Überraschender Führungswechsel bei Google. Firmen-Mitgründer Larry Page übernimmt das Ruder – angeblich, weil er lange genug zugesehen hat, wie der Job eines Geschäftsführers läuft.
Es ist schon der zweite überraschende Führungswechsel bei einem Internet-Schwergewicht innerhalb weniger Tage: Kurz nachdem Apple-Chef Steve Jobs eine Auszeit ankündigte, zieht sich Google-Chef Eric Schmidt aus dem Tagesgeschäft zurück. Er wird Chef des Verwaltungsrates, um die Firmenleitung kümmert sich jetzt Google-Mitgründer Larry Page.
Der Suchmaschinenbetreiber stellt die Personalie als Generationswechsel dar. „Tägliche Aufsicht durch Erwachsene nicht mehr nötig!“, frozzelte Eric Schmidt über Twitter. Will heißen: Er habe das Gefühl, der 37-jährige Larry Page habe ihm lange genug über die Schulter gesehen und könne jetzt selbst das Unternehmen führen.
Page hatte Google 1998 zusammen mit seinem Studienkollegen Sergey Brin aus der Taufe gehoben. Sie waren begnadete Entwickler, doch als Geschäftsführer Anfänger. Deshalb holten sie 2001 den erfahrenen Manager Schmidt, quasi als Familienoberhaupt.
Jetzt also die Stabsübergabe vom Firmen-Vater an die „Kinder“ – eine Darstellung, die Fragen offen lässt. Warum sollte Page, der Internet-Visionär, auf einmal seine Begeisterung für betriebswirtschaftliche Details entdeckt haben? Und warum sollte Eric Schmidt sich mit nur 55 Jahren aufs Altenteil zurückziehen, Google-Mitgründer Sergey Brin ins zweite Glied zurücktreten wollen?

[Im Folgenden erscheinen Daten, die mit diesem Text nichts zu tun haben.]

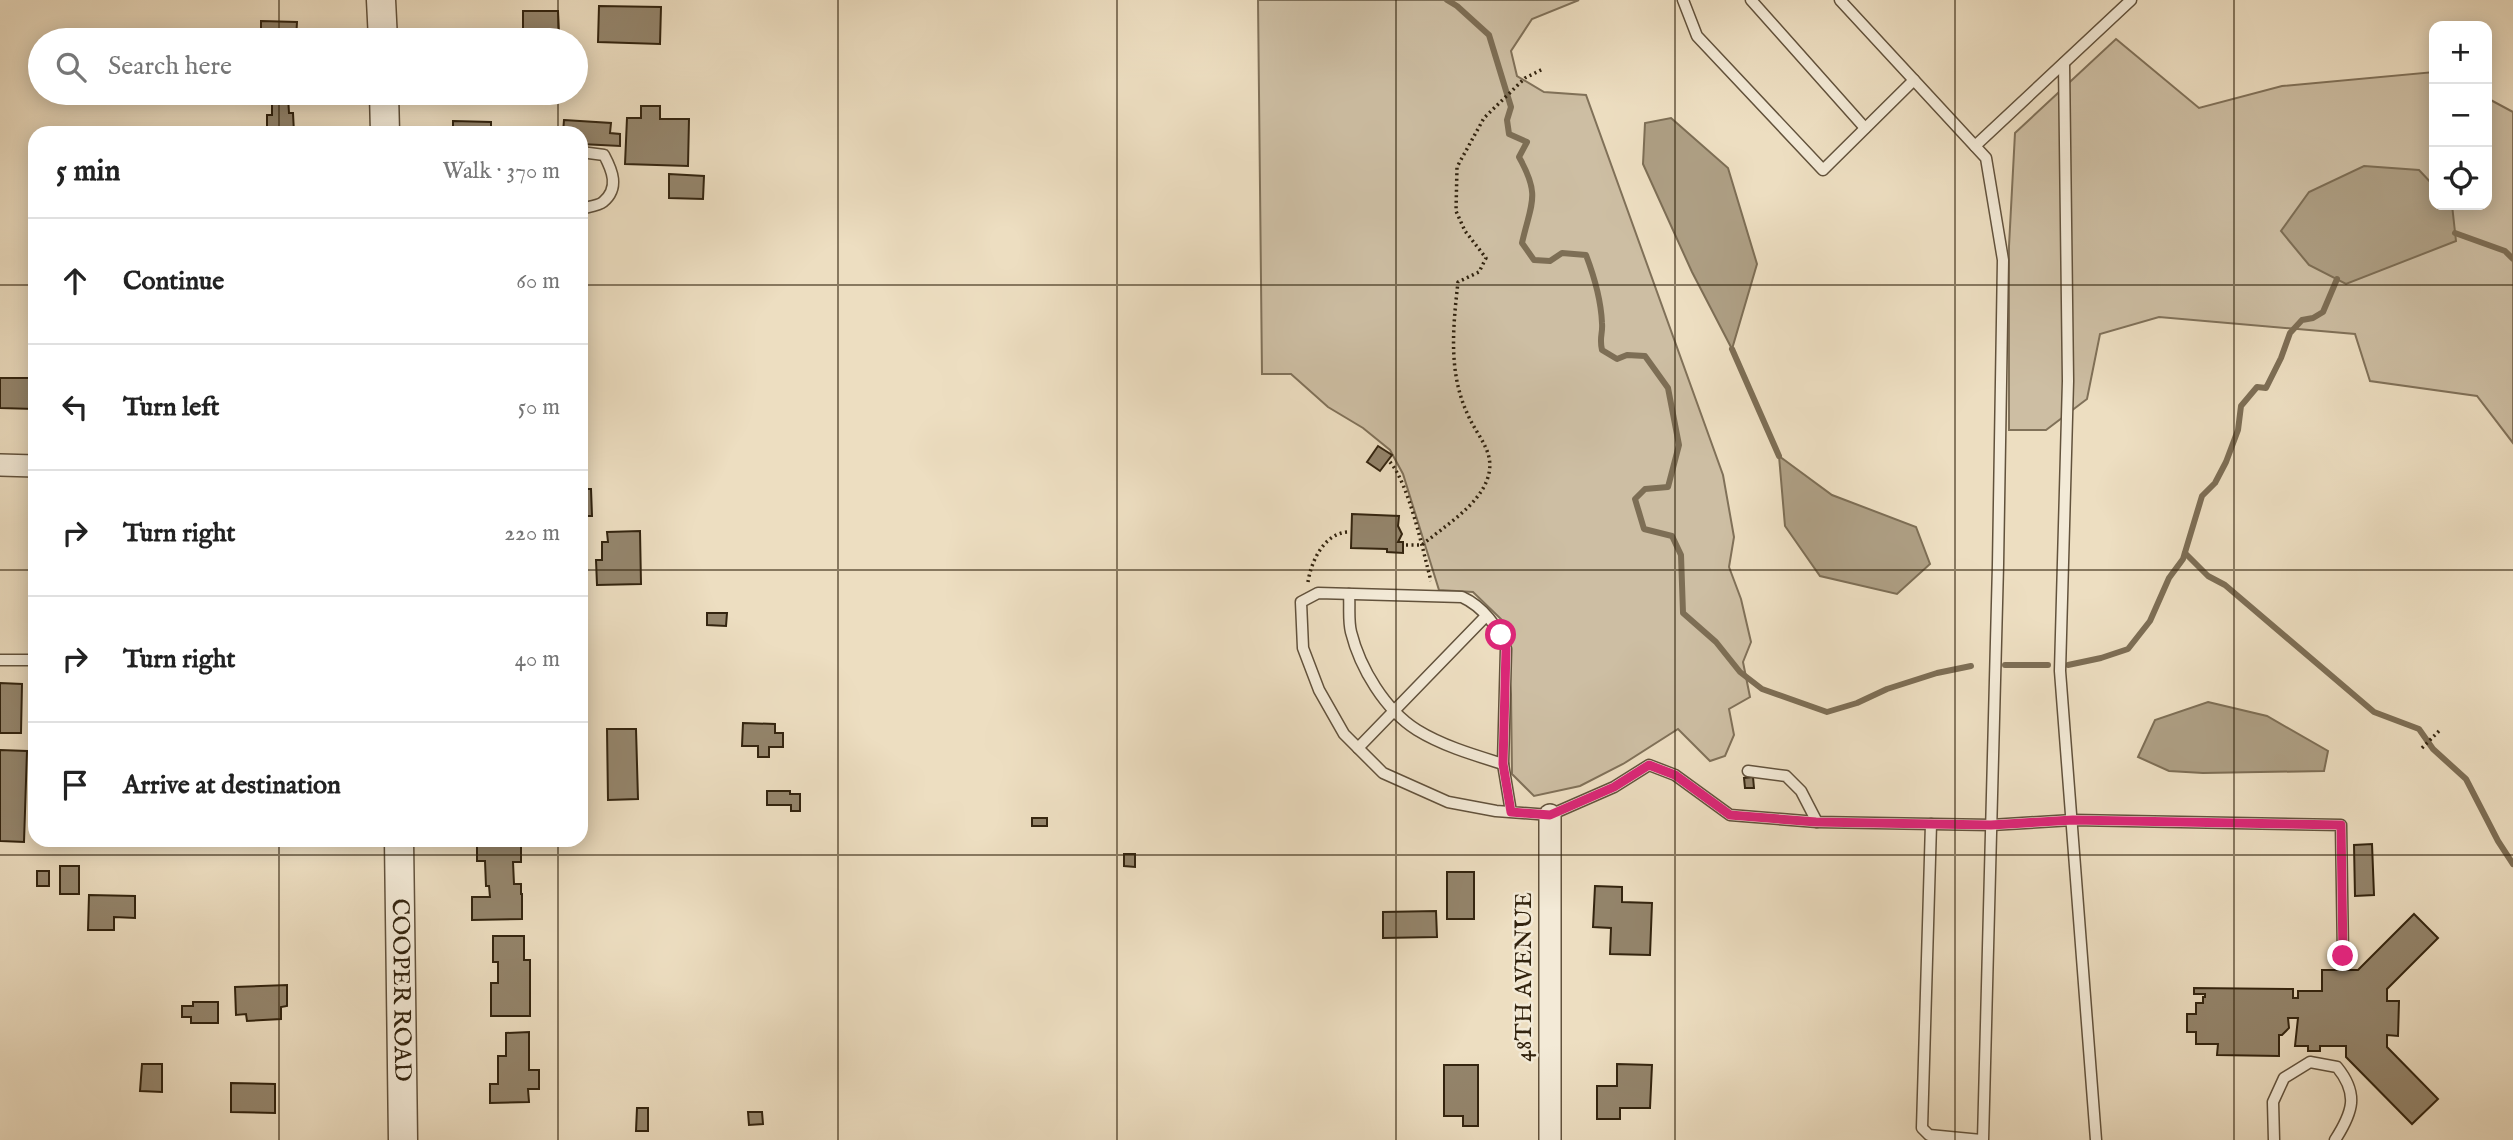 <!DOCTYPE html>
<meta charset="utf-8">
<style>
:root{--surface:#fff;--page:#f2f2f2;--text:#222;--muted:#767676;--line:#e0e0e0}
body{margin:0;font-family:"IM FELL English",serif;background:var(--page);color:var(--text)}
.controls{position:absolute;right:21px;top:21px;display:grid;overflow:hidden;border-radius:14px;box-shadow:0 4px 18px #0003}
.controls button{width:63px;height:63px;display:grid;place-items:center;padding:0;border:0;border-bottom:2px solid var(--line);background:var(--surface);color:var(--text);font:35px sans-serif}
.stop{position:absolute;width:21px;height:21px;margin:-16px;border:5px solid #db2777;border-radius:50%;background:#fff}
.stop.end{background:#db2777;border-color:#fff;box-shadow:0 2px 7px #0008}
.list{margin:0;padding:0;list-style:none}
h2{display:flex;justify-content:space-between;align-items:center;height:91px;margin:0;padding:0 28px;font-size:30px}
h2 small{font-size:23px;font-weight:400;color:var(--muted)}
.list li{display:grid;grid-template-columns:46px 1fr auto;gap:21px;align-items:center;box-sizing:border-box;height:126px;padding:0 28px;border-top:2px solid var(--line)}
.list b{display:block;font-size:26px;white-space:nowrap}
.list em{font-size:23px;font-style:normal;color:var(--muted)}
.icon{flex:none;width:38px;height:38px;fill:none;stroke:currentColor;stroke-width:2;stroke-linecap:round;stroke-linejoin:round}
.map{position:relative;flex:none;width:2513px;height:1140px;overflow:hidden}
.search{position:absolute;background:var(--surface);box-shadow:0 4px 18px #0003;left:28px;top:28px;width:560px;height:77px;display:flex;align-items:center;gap:18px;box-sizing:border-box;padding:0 24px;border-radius:38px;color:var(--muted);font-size:26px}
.panel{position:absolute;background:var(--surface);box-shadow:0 4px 18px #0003;left:28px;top:126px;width:560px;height:721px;border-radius:21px}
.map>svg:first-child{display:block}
</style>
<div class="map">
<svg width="2513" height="1140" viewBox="0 0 2513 1140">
<rect width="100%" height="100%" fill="#eddec1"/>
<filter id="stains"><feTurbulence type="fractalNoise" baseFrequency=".00286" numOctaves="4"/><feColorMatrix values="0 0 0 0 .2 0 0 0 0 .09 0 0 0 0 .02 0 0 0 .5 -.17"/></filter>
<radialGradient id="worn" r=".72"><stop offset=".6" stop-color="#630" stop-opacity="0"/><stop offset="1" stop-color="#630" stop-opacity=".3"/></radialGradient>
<!-- green -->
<g fill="#cdbea3" stroke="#807159" stroke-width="2">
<path d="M1258,0H1579L1532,19L1511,51L1517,76L1544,92L1586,95L1723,475L1734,537L1729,567L1741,599L1751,642L1743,662L1750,697L1729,709L1734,735L1725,756L1710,761L1678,729L1623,764L1580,786L1534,796L1512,774L1511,694L1504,622L1473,592L1439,590L1403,474L1390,450L1363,428L1328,407L1291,374H1262Z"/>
<path d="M2116,39L2199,108L2282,86L2434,72V205H2487V98L2513,112V443L2477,396L2370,381L2355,334L2159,317L2100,334L2087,399L2046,430H2009V246L2015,133Z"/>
</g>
<!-- water -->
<g fill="#ae9f84" stroke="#7d6e55" stroke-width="2">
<path d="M1671,118L1728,168L1757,264L1732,349L1692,272L1643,164L1645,123Z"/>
<path d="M2364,166L2419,170L2434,186V205H2452L2456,241L2346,284L2309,265L2281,231L2309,192Z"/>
<path d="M1779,456L1832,495L1916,527L1930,564L1897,594L1820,576L1785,526Z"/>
<path d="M2208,702L2267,716L2328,751L2324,771L2203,773L2169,771L2138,757L2155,720Z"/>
</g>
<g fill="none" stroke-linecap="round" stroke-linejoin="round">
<!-- stream -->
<g stroke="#7d6e55" stroke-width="6">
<path d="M1447,0L1457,6L1489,35L1511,107L1507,120L1509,134L1527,142L1519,157C1541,196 1531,203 1522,243L1534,260L1550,261L1562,253L1586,255C1594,276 1601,300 1602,323C1603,334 1599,337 1602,350L1617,359L1627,355L1645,356L1668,388L1679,445L1668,487L1645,489L1635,499L1644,529L1672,536L1681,555L1683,613L1716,642L1740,672L1762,689L1827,712L1857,703L1887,689L1937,673L1971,666"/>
<path d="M2455,233L2505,251L2513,259"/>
<path d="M1732,349L1779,456"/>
<path d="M2185,553L2208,576L2225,585L2374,712L2419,729L2433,749L2466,779L2498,841L2513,864"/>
<path d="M2005,665H2048"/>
<path d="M2068,665L2101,658L2128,649L2150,621L2169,578L2183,559L2202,496L2215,483L2226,462L2238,430L2241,406L2257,387L2266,388L2281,358L2290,333L2302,320L2313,318L2323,312L2337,279"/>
</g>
</g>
<!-- building -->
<g fill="#94856c" stroke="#33240f" stroke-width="2">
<path d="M599,6L661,7L660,44L598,42Z"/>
<path d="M523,11H558L559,33H523Z"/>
<path d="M261,21L297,22L296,40H261Z"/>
<path d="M452,33H490V38H507V40H452Z"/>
<path d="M266,93H293V96H288L289,113H293L294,133H267V115H272V97H266Z"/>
<path d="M641,106H660V119H689L688,166L625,164L627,118H641Z"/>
<path d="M564,120L611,123L610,133L620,134V146L581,144V133H563Z"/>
<path d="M453,121L491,122V133H453Z"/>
<path d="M669,174L704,176L703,199L669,198Z"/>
<path d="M0,378H34V409L0,408Z"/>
<path d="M1378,446L1392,455L1380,471L1367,462Z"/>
<path d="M581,489H591L592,516H581Z"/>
<path d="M1352,514L1399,516L1398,526L1402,534L1398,542H1403V553L1387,552V549L1351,548Z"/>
<path d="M640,531L641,584L597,585L596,560H602V542H608L607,532Z"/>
<path d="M707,613H727L726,626L707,625Z"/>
<path d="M0,683L22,684L21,733H0Z"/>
<path d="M743,723L775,724V733H783V747H769V757H758V746H742Z"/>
<path d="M607,729H636L638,799L608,800Z"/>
<path d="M0,750L27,751L24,842L0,841Z"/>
<path d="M1753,777L1754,788H1745L1744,778Z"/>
<path d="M767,791H790V794H800V811H791V805H767Z"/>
<rect x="1032" y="818" width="15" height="8"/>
<path d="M86,840H120V844L86,845Z"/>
<path d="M2372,844L2374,895L2355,896L2354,845Z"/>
<path d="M477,845H521V862H513L514,884H521V894H522V919L472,920V897H490L489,886H486L485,861H477Z"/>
<path d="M1124,854H1135V867L1124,866Z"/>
<rect x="60" y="866" width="19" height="28"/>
<rect x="37" y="871" width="12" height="15"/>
<rect x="1447" y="872" width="27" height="47"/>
<path d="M1595,886L1622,887V902L1652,903L1650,955L1610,954L1611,928L1593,927Z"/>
<path d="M89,895L135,896V918L114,917V930H88Z"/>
<path d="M1436,911L1437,937L1383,938V912Z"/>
<path d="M2414,914L2438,938L2387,989V1001H2399L2398,1036L2387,1035V1047L2438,1099L2412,1124L2346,1057V1046H2320V1051H2308V1046H2295L2298,1018H2288L2289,1028L2282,1035H2279V1056L2217,1055L2218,1044H2196V1032H2187V1014H2196V1003H2203V997H2205V994H2194V988L2293,989V998H2298V991H2322V970H2358Z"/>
<path d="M493,936H524V960H530V1016H491V983H498V962H493Z"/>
<path d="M287,985V1006L281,1007V1019L247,1021L246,1014L236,1015L235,987Z"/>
<path d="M193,1002H218V1023H191V1017H182V1006H193Z"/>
<path d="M529,1032V1070H539V1089H528L529,1102L490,1103V1084H498V1056H506V1033Z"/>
<path d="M142,1064H162V1092L140,1091Z"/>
<path d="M1617,1064L1652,1065L1650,1108H1620V1119H1597V1086H1617Z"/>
<path d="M1444,1065H1478V1126H1463V1116H1444Z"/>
<path d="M231,1083L275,1084V1113L231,1112Z"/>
<path d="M637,1108H648V1131H636Z"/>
<path d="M748,1112H762L763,1124L749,1125Z"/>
</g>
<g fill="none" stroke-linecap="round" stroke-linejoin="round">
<defs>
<g id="service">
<path d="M1683,0L1697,36L1823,170L1914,80"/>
<path d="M1751,0L1865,128"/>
<path d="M1840,0L1986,158L2003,260L1998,565L1983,1140"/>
<path d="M2064,63L2068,381L2060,671L2096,1140"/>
<path d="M1975,146L2131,0"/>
<path d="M581,152L604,155C612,170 620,188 603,202C598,206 587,207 581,209"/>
<path d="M1349,594C1350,606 1348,620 1351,632C1360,668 1385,710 1417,730C1443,746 1474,755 1503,764"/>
<path d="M0,660H35"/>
<path d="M1358,748L1486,616"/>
<path d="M1748,771L1786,776L1801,791L1817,822"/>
<path d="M1511,812L1503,764L1506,649C1499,627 1482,606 1462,597L1318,593L1301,602L1303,648L1319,690L1344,734L1383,773L1448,802L1496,811L1550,815L1614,787L1649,765L1675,775L1730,815L1817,822L1991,825L2073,820L2341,825L2343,956"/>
<path d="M1931,824L1922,1128L1929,1135L1981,1140"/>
<path d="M2274,1140L2273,1102L2284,1078L2310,1062L2337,1067C2359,1094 2353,1112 2335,1140"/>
</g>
<g id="minor">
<path d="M0,465L35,466"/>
<path d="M1550,815V1140"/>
</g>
<g id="tertiary">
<path d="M381,0L383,40"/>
<path d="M384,93L385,133"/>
<path id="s1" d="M399,840L403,1140"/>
</g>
</defs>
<!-- service casing -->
<use href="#service" stroke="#62523c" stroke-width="13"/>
<!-- minor casing -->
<use href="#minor" stroke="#62523c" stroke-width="24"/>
<!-- tertiary casing -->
<use href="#tertiary" stroke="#62523c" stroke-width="31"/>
<!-- path -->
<g stroke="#33240f" stroke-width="3.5" stroke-dasharray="2 3.5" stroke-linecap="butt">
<path d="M1390,462C1409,484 1423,551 1431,581"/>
<path d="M1406,545H1422C1443,527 1477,507 1487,480C1497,453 1478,438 1468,415C1448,373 1453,327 1458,282L1479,272L1486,258L1465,231L1456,211L1457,167L1484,118L1525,78L1543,69"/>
<path d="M1308,582C1311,561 1325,532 1349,532"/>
<path d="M2422,748L2441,729"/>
</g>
<!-- service -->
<use href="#service" stroke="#f3ead7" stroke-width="10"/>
<!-- minor -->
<use href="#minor" stroke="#f3ead7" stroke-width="21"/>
<!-- tertiary -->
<use href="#tertiary" stroke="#f3ead7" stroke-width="28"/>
</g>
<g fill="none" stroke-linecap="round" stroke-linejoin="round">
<!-- route -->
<path stroke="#db2777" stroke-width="9" d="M1501,635L1506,649L1503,764L1511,812L1550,815L1614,787L1649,765L1675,775L1730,815L1816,822L1991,825L2073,820L2341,825L2343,956"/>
</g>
<!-- grid -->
<path fill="none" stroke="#33240f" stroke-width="2" stroke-opacity="0.55" d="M279,0V40M558,0V40M838,0V1140M1117,0V1140M1396,0V1140M1675,0V1140M1955,0V1140M2234,0V1140M279,93V133M558,93V133M0,285H35M581,285H2513M0,570H35M581,570H2513M279,840V1140M558,840V1140M0,855H2513"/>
<g text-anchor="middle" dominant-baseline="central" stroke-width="5" stroke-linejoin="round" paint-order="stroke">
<!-- street labels -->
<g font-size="24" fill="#33240f" stroke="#f3ead7">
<text transform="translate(1524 977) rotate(-90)">48TH AVENUE</text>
<text stroke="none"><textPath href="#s1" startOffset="150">COOPER ROAD</textPath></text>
</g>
</g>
<rect width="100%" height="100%" filter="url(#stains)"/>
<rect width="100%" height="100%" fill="url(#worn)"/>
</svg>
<div class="controls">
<button>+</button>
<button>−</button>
<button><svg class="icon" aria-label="locate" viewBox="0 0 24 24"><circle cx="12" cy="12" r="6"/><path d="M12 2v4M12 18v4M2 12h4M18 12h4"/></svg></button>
</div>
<div class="stop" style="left:1501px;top:635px"></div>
<div class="stop end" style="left:2343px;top:956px"></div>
<div class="search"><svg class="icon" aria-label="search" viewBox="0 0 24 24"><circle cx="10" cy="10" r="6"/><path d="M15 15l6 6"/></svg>Search here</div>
<section class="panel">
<h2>5 min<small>Walk · 370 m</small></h2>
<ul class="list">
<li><svg class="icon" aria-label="ahead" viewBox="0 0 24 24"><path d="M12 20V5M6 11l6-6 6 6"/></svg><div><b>Continue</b></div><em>60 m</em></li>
<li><svg class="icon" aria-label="left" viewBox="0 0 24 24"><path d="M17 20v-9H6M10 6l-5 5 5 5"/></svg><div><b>Turn left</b></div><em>50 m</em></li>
<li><svg class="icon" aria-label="right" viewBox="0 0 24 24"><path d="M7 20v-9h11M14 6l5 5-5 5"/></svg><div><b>Turn right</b></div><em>220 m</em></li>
<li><svg class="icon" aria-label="right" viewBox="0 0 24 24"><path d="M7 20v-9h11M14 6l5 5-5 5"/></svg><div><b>Turn right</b></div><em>40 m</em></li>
<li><svg class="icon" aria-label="arrive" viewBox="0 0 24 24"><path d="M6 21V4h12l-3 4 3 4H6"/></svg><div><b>Arrive at destination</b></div></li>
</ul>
</section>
</div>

Immerhin: Aus welchem Grund auch immer Page die Führung übernimmt – der Anfang wurde ihm leicht gemacht. Google kann vor lauter finanzieller Kraft kaum noch laufen. Allein im abgelaufenen Quartal verdiente der Konzern satte 2,5 Milliarden Dollar – indirekte Folge des beispiellosen Aufstiegs, den er unter Schmidts Führung seit 2001 hingelegt hatte.
Während sich Heerscharen von Yahoo-Mitarbeitern mitten im beginnenden Internet-Boom weltweit die Finger wundtippten beim hilflosen Versuch, die Flut der täglich wachsenden Webseiten zu katalogisieren, setzte Google auf Rechnerintelligenz. Ausgefeilte Algorithmen durchkämmen seitdem das Internet – und Google verwendet viel Akribie darauf, die fähigsten Köpfe der Software-Welt für sich zu gewinnen, um diese Algorithmen zu optimieren. Wer sich bei Google bewirbt, muss herausragende akademische Leistungen vorweisen – „ein Nobelpreis schadet nicht“, sagt ein Firmenkenner nur halb im Scherz.
Überstehen Bewerber den strengen Auswahlprozess, winken ihnen bestmögliche Arbeitsbedingungen. Die Züricher Europa-Zentrale von Google könnte man wegen ihrer zahllosen verspielten Rückzugsnischen, Ruhe-Oasen und Spiel-Angeboten eher für eine Wellness-Oase als für ein Büro halten – wären dort nicht die allgegenwärtigen Laptops, an denen oft bis in die späten Abendstunden gearbeitet wird. Nichts soll den kreativen Geist bremsen, auch nicht der unerfüllte Wunsch nach Snacks. Deswegen sind alle Arbeitsplätze so arrangiert, dass es kein „Googlianer“ weiter als 30 Meter zur nächsten Teeküche hat.
Aber das Paradies ist bedroht, permanent. Eine der Gefahren ist Facebook – auch wenn das Unternehmen, was Größe und Know-How angeht, gegenüber Google geradezu lächerlich wirkt. Aber die Macht ihrer sozialen Beziehungen könnte Menschen eines Tages dazu bringen, über Facebook statt über Google Suchanfragen zu starten – wenn Facebook seiner Gemeinde eine nur halbwegs brauchbare Suchmaschine zur Verfügung stellt. Beim Bemühen, privaten Nutzern andere Anwendungen nahezubringen, ist Google nicht immer erfolgreich. Google TV floppte vorerst. Auch der Email-Dienst Gmail krebst bei niedrigen Marktanteilen herum.